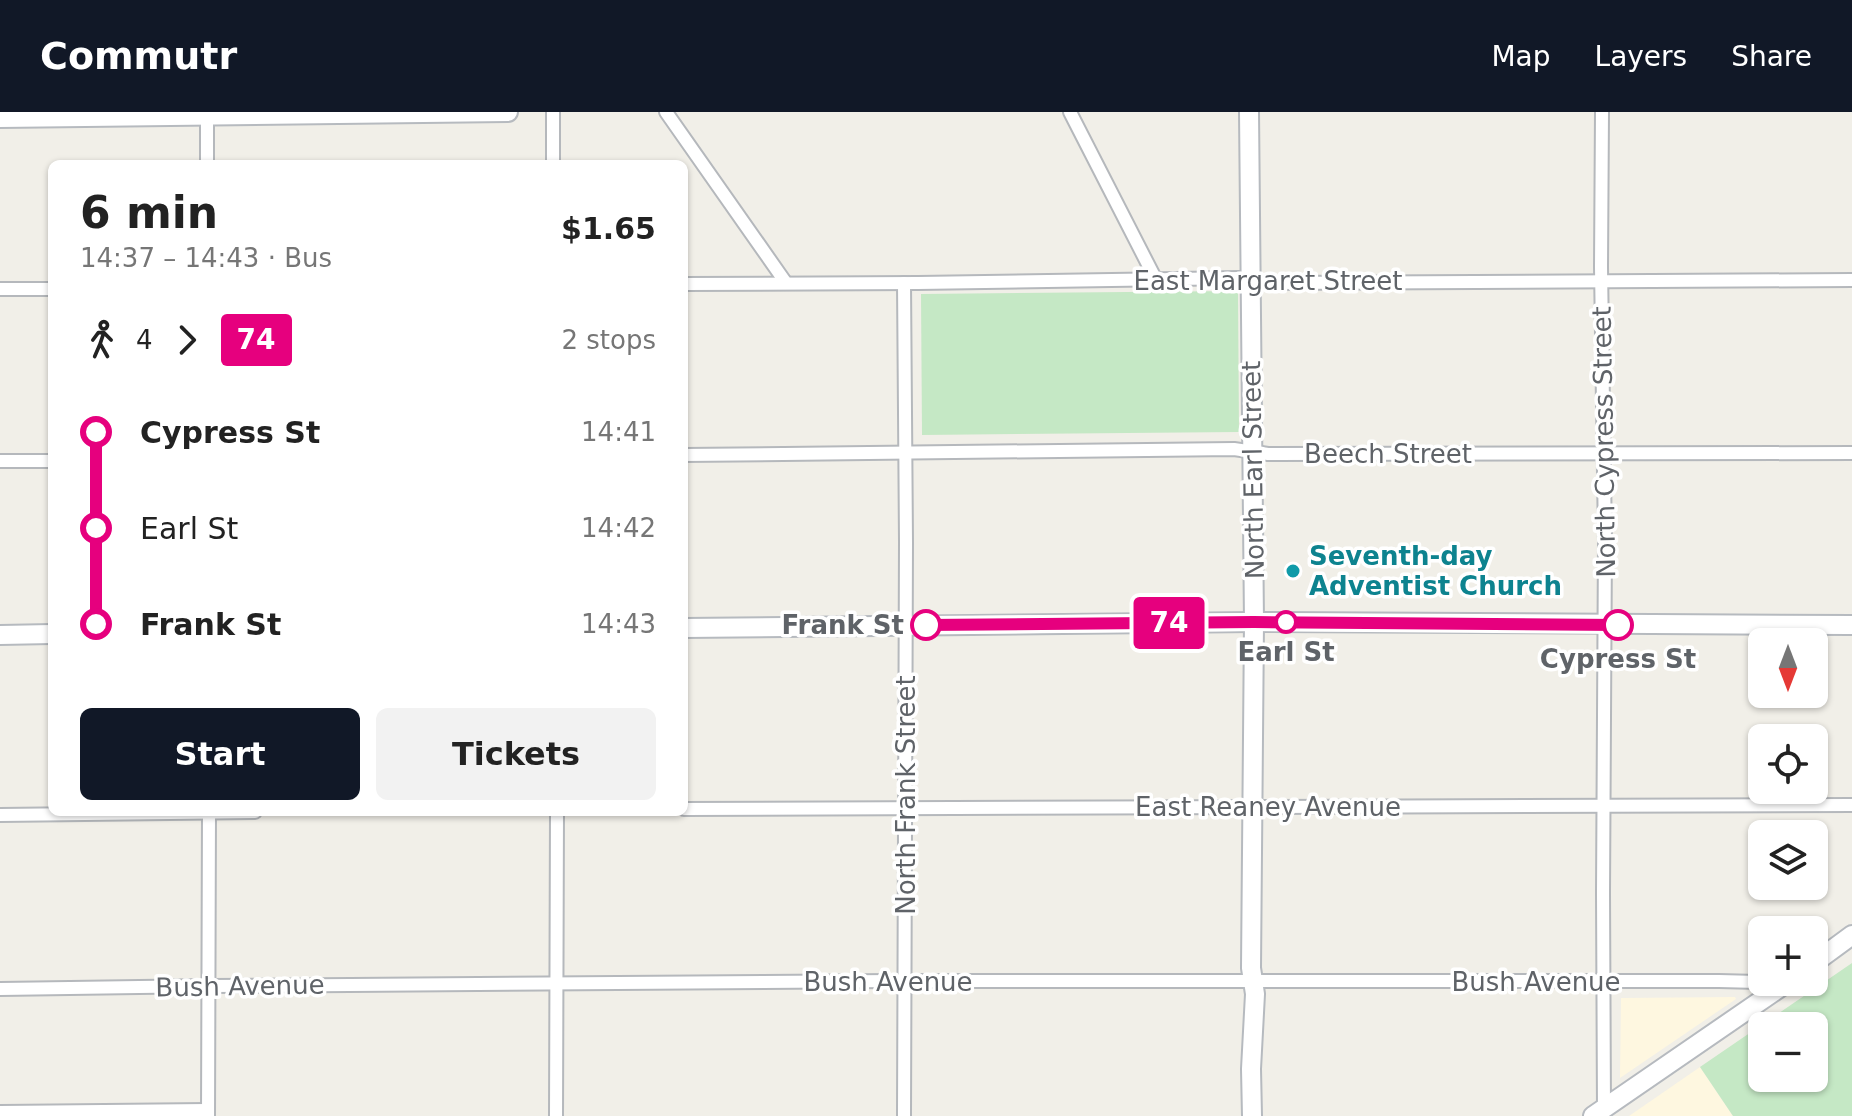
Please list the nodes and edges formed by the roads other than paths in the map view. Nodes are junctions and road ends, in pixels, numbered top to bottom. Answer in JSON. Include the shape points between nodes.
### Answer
{"nodes":[{"id":1,"x":508,"y":112,"type":"edge"},
{"id":2,"x":553,"y":112,"type":"edge"},
{"id":3,"x":666,"y":112,"type":"edge"},
{"id":4,"x":1070,"y":112,"type":"edge"},
{"id":5,"x":1249,"y":112,"type":"edge"},
{"id":6,"x":1602,"y":112,"type":"edge"},
{"id":7,"x":207,"y":114,"type":"edge"},
{"id":8,"x":0,"y":118,"type":"edge"},
{"id":9,"x":207,"y":160,"type":"edge"},
{"id":10,"x":553,"y":160,"type":"edge"},
{"id":11,"x":1156,"y":280,"type":"junction"},
{"id":12,"x":1251,"y":280,"type":"junction"},
{"id":13,"x":1852,"y":280,"type":"edge"},
{"id":14,"x":1601,"y":282,"type":"junction"},
{"id":15,"x":786,"y":283,"type":"junction"},
{"id":16,"x":904,"y":283,"type":"junction"},
{"id":17,"x":688,"y":284,"type":"edge"},
{"id":18,"x":0,"y":289,"type":"edge"},
{"id":19,"x":48,"y":289,"type":"edge"},
{"id":20,"x":906,"y":453,"type":"junction"},
{"id":21,"x":1252,"y":453,"type":"junction"},
{"id":22,"x":1852,"y":453,"type":"edge"},
{"id":23,"x":1604,"y":454,"type":"junction"},
{"id":24,"x":688,"y":455,"type":"edge"},
{"id":25,"x":0,"y":461,"type":"edge"},
{"id":26,"x":48,"y":461,"type":"edge"},
{"id":27,"x":1254,"y":622,"type":"junction"},
{"id":28,"x":1605,"y":625,"type":"junction"},
{"id":29,"x":1852,"y":625,"type":"edge"},
{"id":30,"x":906,"y":626,"type":"junction"},
{"id":31,"x":688,"y":628,"type":"edge"},
{"id":32,"x":48,"y":634,"type":"edge"},
{"id":33,"x":0,"y":635,"type":"edge"},
{"id":34,"x":1852,"y":805,"type":"edge"},
{"id":35,"x":1603,"y":806,"type":"junction"},
{"id":36,"x":905,"y":808,"type":"junction"},
{"id":37,"x":1254,"y":808,"type":"junction"},
{"id":38,"x":688,"y":809,"type":"edge"},
{"id":39,"x":48,"y":814,"type":"edge"},
{"id":40,"x":0,"y":815,"type":"edge"},
{"id":41,"x":209,"y":816,"type":"edge"},
{"id":42,"x":557,"y":816,"type":"edge"},
{"id":43,"x":1852,"y":935,"type":"edge"},
{"id":44,"x":1828,"y":953,"type":"edge"},
{"id":45,"x":905,"y":981,"type":"junction"},
{"id":46,"x":1254,"y":981,"type":"junction"},
{"id":47,"x":1603,"y":982,"type":"junction"},
{"id":48,"x":1748,"y":982,"type":"edge"},
{"id":49,"x":556,"y":983,"type":"junction"},
{"id":50,"x":209,"y":986,"type":"junction"},
{"id":51,"x":0,"y":989,"type":"edge"},
{"id":52,"x":1769,"y":996,"type":"edge"},
{"id":53,"x":0,"y":1112,"type":"edge"},
{"id":54,"x":1599,"y":1112,"type":"edge"},
{"id":55,"x":208,"y":1113,"type":"edge"},
{"id":56,"x":556,"y":1116,"type":"edge"},
{"id":57,"x":904,"y":1116,"type":"edge"},
{"id":58,"x":1252,"y":1116,"type":"edge"}],
"edges":[{"from":1,"to":7,"type":"street"},
{"from":2,"to":10,"type":"street"},
{"from":3,"to":15,"type":"street"},
{"from":4,"to":11,"type":"street"},
{"from":5,"to":12,"type":"street","name":"North Earl Street"},
{"from":6,"to":14,"type":"street","name":"North Cypress Street"},
{"from":7,"to":8,"type":"street"},
{"from":7,"to":9,"type":"street"},
{"from":11,"to":12,"type":"street","name":"East Margaret Street"},
{"from":11,"to":16,"type":"street","name":"East Margaret Street"},
{"from":12,"to":14,"type":"street","name":"East Margaret Street"},
{"from":12,"to":21,"type":"street","name":"North Earl Street"},
{"from":13,"to":14,"type":"street","name":"East Margaret Street"},
{"from":14,"to":23,"type":"street","name":"North Cypress Street"},
{"from":15,"to":16,"type":"street","name":"East Margaret Street"},
{"from":15,"to":17,"type":"street","name":"East Margaret Street"},
{"from":16,"to":20,"type":"street","name":"North Frank Street"},
{"from":18,"to":19,"type":"street"},
{"from":20,"to":21,"type":"street","name":"Beech Street"},
{"from":20,"to":24,"type":"street","name":"Beech Street"},
{"from":20,"to":30,"type":"street","name":"North Frank Street"},
{"from":21,"to":23,"type":"street","name":"Beech Street"},
{"from":21,"to":27,"type":"street","name":"North Earl Street"},
{"from":22,"to":23,"type":"street","name":"Beech Street"},
{"from":23,"to":28,"type":"street","name":"North Cypress Street"},
{"from":25,"to":26,"type":"street"},
{"from":27,"to":28,"type":"street"},
{"from":27,"to":30,"type":"street"},
{"from":27,"to":37,"type":"street","name":"North Earl Street"},
{"from":28,"to":29,"type":"street"},
{"from":28,"to":35,"type":"street","name":"North Cypress Street"},
{"from":30,"to":31,"type":"street"},
{"from":30,"to":36,"type":"street","name":"North Frank Street"},
{"from":32,"to":33,"type":"street"},
{"from":34,"to":35,"type":"street","name":"East Reaney Avenue"},
{"from":35,"to":37,"type":"street","name":"East Reaney Avenue"},
{"from":35,"to":47,"type":"street","name":"North Cypress Street"},
{"from":36,"to":37,"type":"street","name":"East Reaney Avenue"},
{"from":36,"to":38,"type":"street","name":"East Reaney Avenue"},
{"from":36,"to":45,"type":"street","name":"North Frank Street"},
{"from":37,"to":46,"type":"street","name":"North Earl Street"},
{"from":39,"to":40,"type":"street"},
{"from":41,"to":50,"type":"street"},
{"from":42,"to":49,"type":"street"},
{"from":43,"to":44,"type":"street"},
{"from":45,"to":46,"type":"street","name":"Bush Avenue"},
{"from":45,"to":49,"type":"street","name":"Bush Avenue"},
{"from":45,"to":57,"type":"street","name":"North Frank Street"},
{"from":46,"to":47,"type":"street","name":"Bush Avenue"},
{"from":46,"to":58,"type":"street","name":"North Earl Street"},
{"from":47,"to":48,"type":"street","name":"Bush Avenue"},
{"from":47,"to":54,"type":"street","name":"North Cypress Street"},
{"from":49,"to":50,"type":"street","name":"Bush Avenue"},
{"from":49,"to":56,"type":"street"},
{"from":50,"to":51,"type":"street","name":"Bush Avenue"},
{"from":50,"to":55,"type":"street"},
{"from":52,"to":54,"type":"street"},
{"from":53,"to":55,"type":"street"}]}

- - -

→ WORK REQUIRED
Check each line above for the string "East" and copy the ones that have it.

→ ANSWER TO THIS PROBLEM
{"from":11,"to":12,"type":"street","name":"East Margaret Street"},
{"from":11,"to":16,"type":"street","name":"East Margaret Street"},
{"from":12,"to":14,"type":"street","name":"East Margaret Street"},
{"from":13,"to":14,"type":"street","name":"East Margaret Street"},
{"from":15,"to":16,"type":"street","name":"East Margaret Street"},
{"from":15,"to":17,"type":"street","name":"East Margaret Street"},
{"from":34,"to":35,"type":"street","name":"East Reaney Avenue"},
{"from":35,"to":37,"type":"street","name":"East Reaney Avenue"},
{"from":36,"to":37,"type":"street","name":"East Reaney Avenue"},
{"from":36,"to":38,"type":"street","name":"East Reaney Avenue"},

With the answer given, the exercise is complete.